Add to the family mix, the resident harmonica genius of Jim Conway (The Backsliders /Captain Matchbox Whoopee Band} and the soaring fiddle and string arrangements of Marcus Holden (everyone from Jimmy Barnes to Jimmy Haynes); stir in the formidable production and engineering talents of Nash Chambers and the odd appearance of his father Bill and sister Kasey (Dead Ringer Band) on Backing Vocals and you have recipe for a great acoustic music event. Recorded at The Beach House in Avoca, NSW; home now to many of the Australian Country Music fraternity; the album has a much stronger Country Music feel than my previous offerings. Every album has it's own particular flavour. It derives from the people you are working with and who are your influences at the time. 'Wheels and Wires' is certainly musically, a very country sounding album. It came out of the growing association between the Chambers and Drummond families which began in Barmera, SA, in 1992.

 

 

By most artists standards, my albums, have varied extraordinarily in style over the years. When you consider the full on Rock-opera of 'Skooldaze' or the anarchic Pub songs of 'The Age of Rage" and then compare them with, say, the staunchly nationalist folk/rock of 'The Local Rag;' or the more romantic approach of "Laughter Like a Shield", "Wheels and Wires" should come as no real surprise. I think some of the elements on 'Laughter' were pointing in this direction. 'The Old Time Country' show is a good example and I know that "The Honky Tonk from Hell,' which I wrote for The Dead Ringers 'Homefires' album, raised a few eyebrows in the Folk fraternity; but I have never believed that artists should be frozen moments or that songwriters should actively seek to restrict the genres in which they work.

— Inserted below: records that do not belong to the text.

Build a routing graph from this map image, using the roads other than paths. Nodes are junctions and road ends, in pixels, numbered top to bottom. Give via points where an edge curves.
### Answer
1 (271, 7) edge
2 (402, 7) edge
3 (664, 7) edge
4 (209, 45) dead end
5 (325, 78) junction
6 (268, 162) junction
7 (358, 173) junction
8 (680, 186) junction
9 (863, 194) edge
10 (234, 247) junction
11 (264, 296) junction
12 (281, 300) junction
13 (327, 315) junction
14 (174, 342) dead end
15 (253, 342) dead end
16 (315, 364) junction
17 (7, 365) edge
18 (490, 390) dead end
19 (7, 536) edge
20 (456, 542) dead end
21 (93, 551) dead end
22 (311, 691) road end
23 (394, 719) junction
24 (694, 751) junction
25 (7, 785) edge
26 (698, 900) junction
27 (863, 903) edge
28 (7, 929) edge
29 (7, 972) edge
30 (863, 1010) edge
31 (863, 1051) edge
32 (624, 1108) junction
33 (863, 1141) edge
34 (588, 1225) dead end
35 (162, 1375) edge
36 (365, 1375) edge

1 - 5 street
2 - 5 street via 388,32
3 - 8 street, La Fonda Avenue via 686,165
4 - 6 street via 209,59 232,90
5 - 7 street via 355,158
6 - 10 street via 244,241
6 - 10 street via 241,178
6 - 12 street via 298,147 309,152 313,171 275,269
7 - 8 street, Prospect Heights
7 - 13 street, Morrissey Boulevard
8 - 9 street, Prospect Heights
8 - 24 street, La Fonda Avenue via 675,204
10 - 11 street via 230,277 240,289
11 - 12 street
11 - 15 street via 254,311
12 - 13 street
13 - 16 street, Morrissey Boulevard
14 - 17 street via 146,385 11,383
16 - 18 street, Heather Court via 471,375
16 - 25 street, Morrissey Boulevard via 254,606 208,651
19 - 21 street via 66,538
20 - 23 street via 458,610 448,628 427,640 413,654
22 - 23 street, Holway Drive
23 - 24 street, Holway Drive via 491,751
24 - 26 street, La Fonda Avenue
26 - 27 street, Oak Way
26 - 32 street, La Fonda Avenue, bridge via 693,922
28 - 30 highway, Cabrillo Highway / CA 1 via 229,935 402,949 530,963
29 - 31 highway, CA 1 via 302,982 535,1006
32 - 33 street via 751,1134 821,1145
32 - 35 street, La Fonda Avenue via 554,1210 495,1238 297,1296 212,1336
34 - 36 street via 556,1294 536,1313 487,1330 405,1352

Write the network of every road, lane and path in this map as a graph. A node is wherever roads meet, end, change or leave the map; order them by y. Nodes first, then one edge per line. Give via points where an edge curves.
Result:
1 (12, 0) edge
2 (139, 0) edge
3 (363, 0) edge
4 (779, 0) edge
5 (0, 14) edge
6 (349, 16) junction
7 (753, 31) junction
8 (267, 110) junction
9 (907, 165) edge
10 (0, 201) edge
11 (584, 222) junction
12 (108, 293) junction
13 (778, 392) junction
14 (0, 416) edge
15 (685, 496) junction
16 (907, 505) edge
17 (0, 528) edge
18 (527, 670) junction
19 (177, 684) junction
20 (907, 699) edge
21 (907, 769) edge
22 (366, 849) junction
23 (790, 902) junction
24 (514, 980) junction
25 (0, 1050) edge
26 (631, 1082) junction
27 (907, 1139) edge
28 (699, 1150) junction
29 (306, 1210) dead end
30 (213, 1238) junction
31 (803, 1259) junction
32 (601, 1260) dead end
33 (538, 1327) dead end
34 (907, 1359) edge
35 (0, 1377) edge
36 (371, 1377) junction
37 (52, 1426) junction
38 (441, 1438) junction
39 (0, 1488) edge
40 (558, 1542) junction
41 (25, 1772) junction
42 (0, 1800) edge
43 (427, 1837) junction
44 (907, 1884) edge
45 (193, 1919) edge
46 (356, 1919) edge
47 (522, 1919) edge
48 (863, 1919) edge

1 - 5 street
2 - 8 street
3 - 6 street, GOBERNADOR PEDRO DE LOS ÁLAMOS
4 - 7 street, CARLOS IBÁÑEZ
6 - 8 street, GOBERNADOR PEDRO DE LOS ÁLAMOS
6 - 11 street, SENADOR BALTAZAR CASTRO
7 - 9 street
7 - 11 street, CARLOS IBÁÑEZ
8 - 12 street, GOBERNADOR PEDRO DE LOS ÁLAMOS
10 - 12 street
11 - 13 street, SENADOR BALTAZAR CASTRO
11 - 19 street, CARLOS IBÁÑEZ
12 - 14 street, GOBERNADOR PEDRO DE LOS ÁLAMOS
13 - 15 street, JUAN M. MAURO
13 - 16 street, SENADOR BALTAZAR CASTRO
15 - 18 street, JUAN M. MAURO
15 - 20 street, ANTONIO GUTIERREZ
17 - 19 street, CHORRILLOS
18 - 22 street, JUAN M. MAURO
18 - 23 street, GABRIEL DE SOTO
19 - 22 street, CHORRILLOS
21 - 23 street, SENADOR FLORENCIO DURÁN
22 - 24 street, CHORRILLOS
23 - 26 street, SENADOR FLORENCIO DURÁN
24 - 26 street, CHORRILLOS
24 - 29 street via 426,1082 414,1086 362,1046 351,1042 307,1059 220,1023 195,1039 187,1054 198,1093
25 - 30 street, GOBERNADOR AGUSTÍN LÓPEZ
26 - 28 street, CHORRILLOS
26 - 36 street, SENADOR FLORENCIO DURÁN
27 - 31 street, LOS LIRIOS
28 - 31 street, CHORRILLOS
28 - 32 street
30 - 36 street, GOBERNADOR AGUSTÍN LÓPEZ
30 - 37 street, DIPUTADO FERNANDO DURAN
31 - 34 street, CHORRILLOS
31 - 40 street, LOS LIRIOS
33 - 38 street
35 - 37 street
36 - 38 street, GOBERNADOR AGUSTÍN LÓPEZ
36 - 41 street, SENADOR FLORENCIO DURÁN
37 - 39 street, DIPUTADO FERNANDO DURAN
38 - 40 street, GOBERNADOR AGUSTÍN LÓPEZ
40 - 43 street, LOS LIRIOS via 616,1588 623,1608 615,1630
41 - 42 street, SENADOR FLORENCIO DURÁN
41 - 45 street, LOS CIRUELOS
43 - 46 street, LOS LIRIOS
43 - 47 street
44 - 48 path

The real constant in the songs is the storytelling factor. Since I was a child I have been fascinated by what makes the world 'tick'. It has been through the powerful medium of story telling that I have tried to interpret and give meaning to the chaos around me. In the process, if it gives some measure of recognition and respect to the dignity of the lives of the people about whom I have written; then I think that is an important thing to have achieved. To me it is the essence of what great folk music of any time or place should be about; and country music is, in the end, a form of folk music.

Why "Wheels and Wires"?

Primarily, Wheels and Wires is an album of work songs. If 'Laughter Like a Shield' was about the things that we, as Australians, believe then this album is about the things that we actually do; about the ways in which we choose to spend the precious years of our working lives. Written between 1994 and 1996, the songs were based on interviews with transport workers, writers, timbermillers, dancers, officeworkers, farmers, nurses and others. They focus on the way in which work may give, or fail to give, meaning and dignity to our existence.

The songs as a group deal thematically with the lines and circles that dominate our existence. The cycle of the seasons and the linear span of our years, dealt with in 'Good Morning Josie' , 'The Certainty of Miracles' and 'Let It Go', are set against the way that those patterns recur in the nature of the universe around us.

The Songs include some of the most requested numbers of the last few years,

In The Grain, The Cable and the Wheel, Vertelli's Wire, Robbie's Got A Gun, The Toilet Paper Line Dance, One of These Days, Bad Pennies, Let It Go, David's Watch, Certainty of Miracles, Good Morning Josie, Somewhere Down The Line, Colours of The Cross.